EXERCISE MATERIALS.
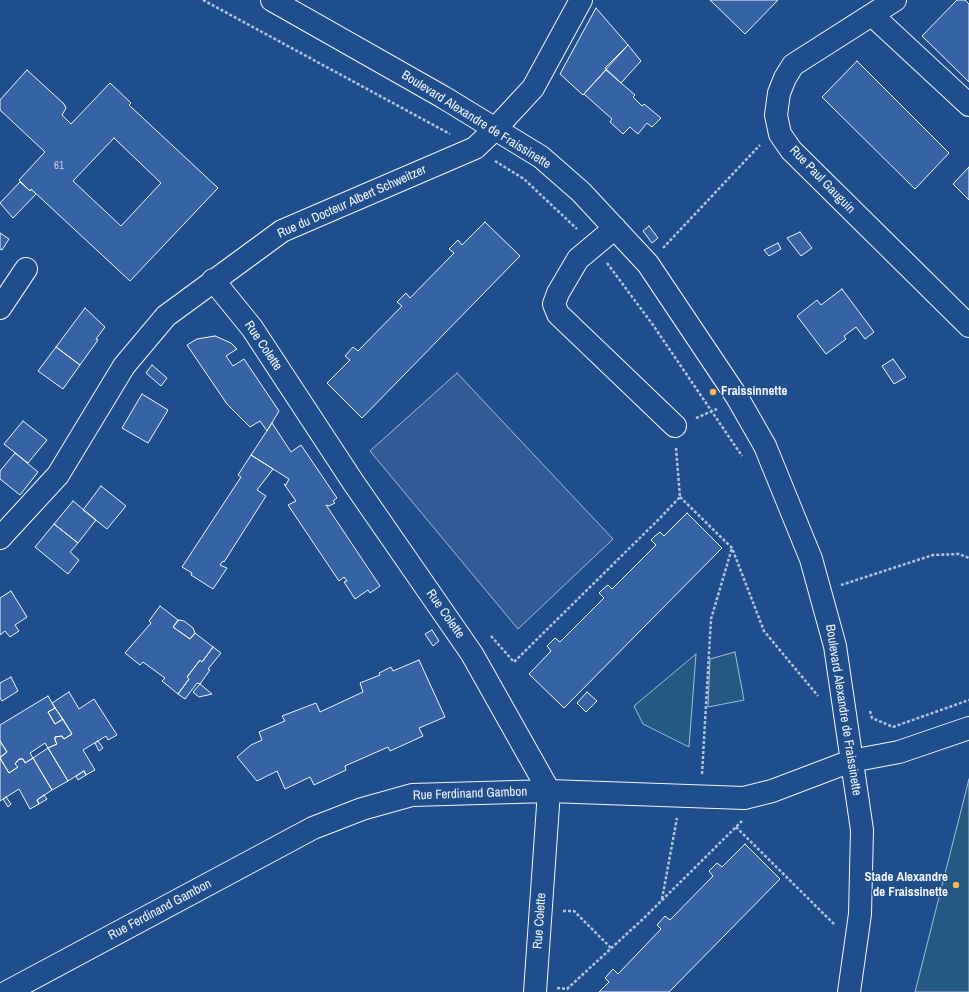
<!DOCTYPE html>
<style>
body{margin:0}
canvas{display:block;background:#1f4e8c}
</style>
<canvas width="969" height="992"></canvas>
<script>
const ctx = document.querySelector('canvas').getContext('2d');
ctx.lineJoin = 'round';
function fillPath(path, color) { ctx.fillStyle = color; ctx.fill(path, 'evenodd'); }
const shape = rows => new Path2D(rows.map(r => 'M' + r).join(''));
function stroke(path, color, width, dash) { ctx.strokeStyle = color; ctx.lineWidth = width; ctx.lineCap = dash ? 'butt' : 'round'; ctx.setLineDash(dash || []); ctx.stroke(path); }
function label(font, color, halo, rows, align = 'center') {
  ctx.font = font + ' "Archivo Narrow",sans-serif'; ctx.lineWidth = 3; ctx.setLineDash([]); ctx.textBaseline = 'middle'; ctx.strokeStyle = halo; ctx.fillStyle = color; for (const [text, x, y, turn = 0] of rows) {
    ctx.save(); ctx.translate(x, y); ctx.rotate((+turn || 0) * Math.PI / 180); ctx.textAlign = isNaN(turn) ? turn : align; if (halo) ctx.strokeText(text, 0, 0); ctx.fillText(text, 0, 0); ctx.restore();
  }
}
const green = shape([
 [735,652,744,700,708,707,710,659,735,652],
 [696,654,689,747,643,724,634,706,696,654],
 [969,779,969,992,915,992,969,779]
]);
const parking = shape([
 [457,373,613,539,518,629,370,451,457,373]
]);
const building = shape([
 [710,0,778,0,745,34,710,0],
 [957,0,965,0,969,4,969,82,922,36,957,0],
 [596,8,628,45,583,95,560,74,596,8],
 [628,45,641,61,621,83,605,68,628,45],
 [857,61,949,153,915,189,822,97,857,61],
 [27,70,64,104,66,108,62,115,71,124,110,83,131,103,129,105,218,188,130,281,31,189,30,191,19,180,45,152,0,110,0,100,27,70],
 [114,138,161,183,121,226,73,181,114,138],
 [606,70,635,95,633,97,642,106,644,104,661,118,652,127,647,123,638,134,630,127,623,134,610,122,612,119,584,94,606,70],
 [969,167,969,200,953,184,969,167],
 [20,182,30,191,31,189,36,194,13,218,0,203,20,182],
 [485,222,520,256,362,418,327,383,350,360,345,356,353,347,358,351,402,306,397,302,406,293,410,298,454,253,449,249,458,240,462,245,485,222],
 [649,226,658,238,652,243,643,231,649,226],
 [800,232,812,248,801,256,787,238,800,232],
 [0,233,9,239,2,250,0,249,0,233],
 [778,243,781,249,769,256,764,250,778,243],
 [842,289,874,332,865,339,856,327,844,336,846,339,826,354,797,316,817,300,821,305,842,289],
 [85,308,105,327,96,339,98,340,80,365,56,347,85,308],
 [215,336,231,343,237,349,226,356,233,366,244,359,279,411,267,431,260,421,250,427,227,404,187,345,197,339,215,336],
 [56,347,80,365,63,389,38,371,56,347],
 [893,359,906,377,894,384,882,366,893,359],
 [152,365,167,378,161,386,146,373,152,365],
 [142,394,168,410,148,443,122,428,142,394],
 [23,421,47,440,28,463,4,444,23,421],
 [272,423,291,452,301,445,337,498,333,501,335,503,329,506,326,505,380,586,370,593,368,590,355,599,344,582,347,581,344,577,339,581,288,505,296,501,284,484,286,485,289,479,251,455,272,423],
 [15,453,38,472,20,495,0,479,0,471,15,453],
 [251,455,273,469,257,490,266,496,224,562,223,561,220,565,227,568,213,589,191,575,192,573,182,567,241,477,238,475,251,455],
 [101,486,126,506,107,529,83,510,101,486],
 [73,501,96,520,78,543,54,524,73,501],
 [687,513,722,548,564,708,529,674,551,651,547,646,555,638,560,642,604,598,599,593,603,589,608,585,612,589,656,545,651,540,655,536,660,532,664,536,687,513],
 [54,524,78,543,70,552,79,560,68,574,35,547,54,524],
 [11,591,27,617,15,625,19,631,10,637,5,631,0,635,0,598,11,591],
 [160,606,178,620,173,627,190,639,195,633,213,647,202,662,200,660,187,677,189,679,178,694,162,681,165,678,143,662,140,665,125,653,151,623,149,621,160,606],
 [179,620,184,621,193,628,195,633,190,639,173,627,179,620],
 [432,630,439,641,433,646,425,634,432,630],
 [213,647,221,653,208,669,210,670,200,684,197,683,185,699,178,694,189,679,187,677,200,660,202,662,213,647],
 [419,660,445,717,419,728,423,736,390,751,388,747,345,766,346,770,314,785,310,777,285,789,277,771,257,781,237,757,251,745,262,740,259,732,285,721,282,716,316,703,320,712,363,692,360,683,380,675,379,673,391,667,393,671,419,660],
 [11,677,18,691,2,701,0,698,0,683,11,677],
 [200,684,212,694,199,697,193,692,200,684],
 [69,692,79,709,94,699,117,735,108,740,106,736,83,750,95,770,86,775,84,771,68,781,48,748,57,744,55,740,55,737,62,736,64,739,72,734,52,703,69,692],
 [587,692,597,701,586,712,577,703,587,692],
 [48,696,55,708,48,712,55,724,63,719,72,734,64,739,62,736,55,737,55,740,57,744,48,748,45,743,30,753,33,758,25,763,23,759,19,759,15,764,18,767,9,773,0,758,7,752,0,741,0,725,48,696],
 [55,708,63,719,55,724,48,712,55,708],
 [0,741,7,752,0,757,0,741],
 [98,741,103,748,99,751,95,743,98,741],
 [48,748,68,781,52,790,33,758,48,748],
 [0,758,9,773,18,767,15,764,19,759,23,759,25,763,33,758,52,790,37,800,39,804,30,809,19,789,0,801,0,758],
 [84,771,86,775,78,780,76,776,84,771],
 [44,795,47,799,39,804,37,800,44,795],
 [6,797,11,804,8,807,3,799,6,797],
 [745,844,780,879,669,992,599,992,609,982,605,978,613,969,618,974,661,929,657,925,665,916,670,920,713,876,709,871,717,863,722,867,745,844]
]);
const path = shape([
 [203,0,450,134],
 [495,161,524,179,577,229],
 [663,248,760,145],
 [607,263,653,325,742,456],
 [696,418,717,409],
 [680,497,732,548,764,631,818,696],
 [841,585,933,555,959,554,969,558],
 [491,636,514,662,659,519,680,497,676,448],
 [870,711,872,718,893,727,969,700],
 [702,774,711,619,732,548],
 [736,827,835,925],
 [662,899,677,818],
 [563,911,574,911,611,948],
 [557,988,567,989,644,918,742,821]
]);
const minor = shape([
 [272,0,443,97,541,157,581,192,648,264,737,397,765,446,811,559,835,646,862,830,860,914,849,992],
 [895,0,793,65,785,78,779,93,776,115,780,134,791,150,969,326],
 [872,15,969,105],
 [615,228,578,259,558,293,554,304,558,314,675,426],
 [213,280,252,328,353,482,472,654,549,791,535,992],
 [0,308,26,269],
 [0,538,58,475,124,366,166,316,282,231,475,148,495,129,533,88,581,0],
 [7,992,313,828,362,809,412,795,549,791,744,798,772,791,851,761,899,752,969,728]
]);
const markers = [
 [713,392,4,"#ffb74d"],
 [956,885,4,"#ffb74d"]
];
const numberNames = [
 ["61",59,166]
];
const streetNames = [
 ["Boulevard Alexandre de Fraissinette",476,120,32],
 ["Rue Paul Gauguin",822,180,46],
 ["Rue du Docteur Albert Schweitzer",352,202,-24],
 ["Rue Colette",263,346,56],
 ["Rue Colette",445,614,55],
 ["Boulevard Alexandre de Fraissinette",843,710,81],
 ["Rue Ferdinand Gambon",470,794,-2],
 ["Rue Ferdinand Gambon",160,910,-28],
 ["Rue Colette",540,921,-86]
];
const poiNames = [
 ["Fraissinnette",721,392],
 ["Stade Alexandre",948,878,"right"],
 ["de Fraissinette",948,893,"right"]
];
fillPath(green, '#245a82');
stroke(green, '#a8bbd7', 1);
fillPath(parking, '#305b95');
stroke(parking, '#a8bbd7', 1);
fillPath(building, '#3563a3');
stroke(building, '#f2f6ff', 1);
stroke(minor, '#f2f6ff', 24);
stroke(path, '#b3c4dc', 2.5, [3, 2]);
stroke(minor, '#1f4e8c', 22);
for (const [x, y, r, color] of markers) { const dot = new Path2D(); dot.arc(x, y, r, 0, 2 * Math.PI); ctx.fillStyle = color; ctx.fill(dot); stroke(dot, '#1f4e8c', 1.5); }
label('11px', '#c3d1e8', null, numberNames);
label('13px', '#f2f6ff', '#1f4e8c', streetNames);
label('bold 13px', '#f2f6ff', '#1f4e8c', poiNames, 'left');
</script>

WHAT THE EXERCISE ASKS. Reproduce exactly the entries from their first line through the line containing "ctx.font = font", including both, and omit any pictures.

RESULT BELOW.
<!DOCTYPE html>
<style>
body{margin:0}
canvas{display:block;background:#1f4e8c}
</style>
<canvas width="969" height="992"></canvas>
<script>
const ctx = document.querySelector('canvas').getContext('2d');
ctx.lineJoin = 'round';
function fillPath(path, color) { ctx.fillStyle = color; ctx.fill(path, 'evenodd'); }
const shape = rows => new Path2D(rows.map(r => 'M' + r).join(''));
function stroke(path, color, width, dash) { ctx.strokeStyle = color; ctx.lineWidth = width; ctx.lineCap = dash ? 'butt' : 'round'; ctx.setLineDash(dash || []); ctx.stroke(path); }
function label(font, color, halo, rows, align = 'center') {
  ctx.font = font + ' "Archivo Narrow",sans-serif'; ctx.lineWidth = 3; ctx.setLineDash([]); ctx.textBaseline = 'middle'; ctx.strokeStyle = halo; ctx.fillStyle = color; for (const [text, x, y, turn = 0] of rows) {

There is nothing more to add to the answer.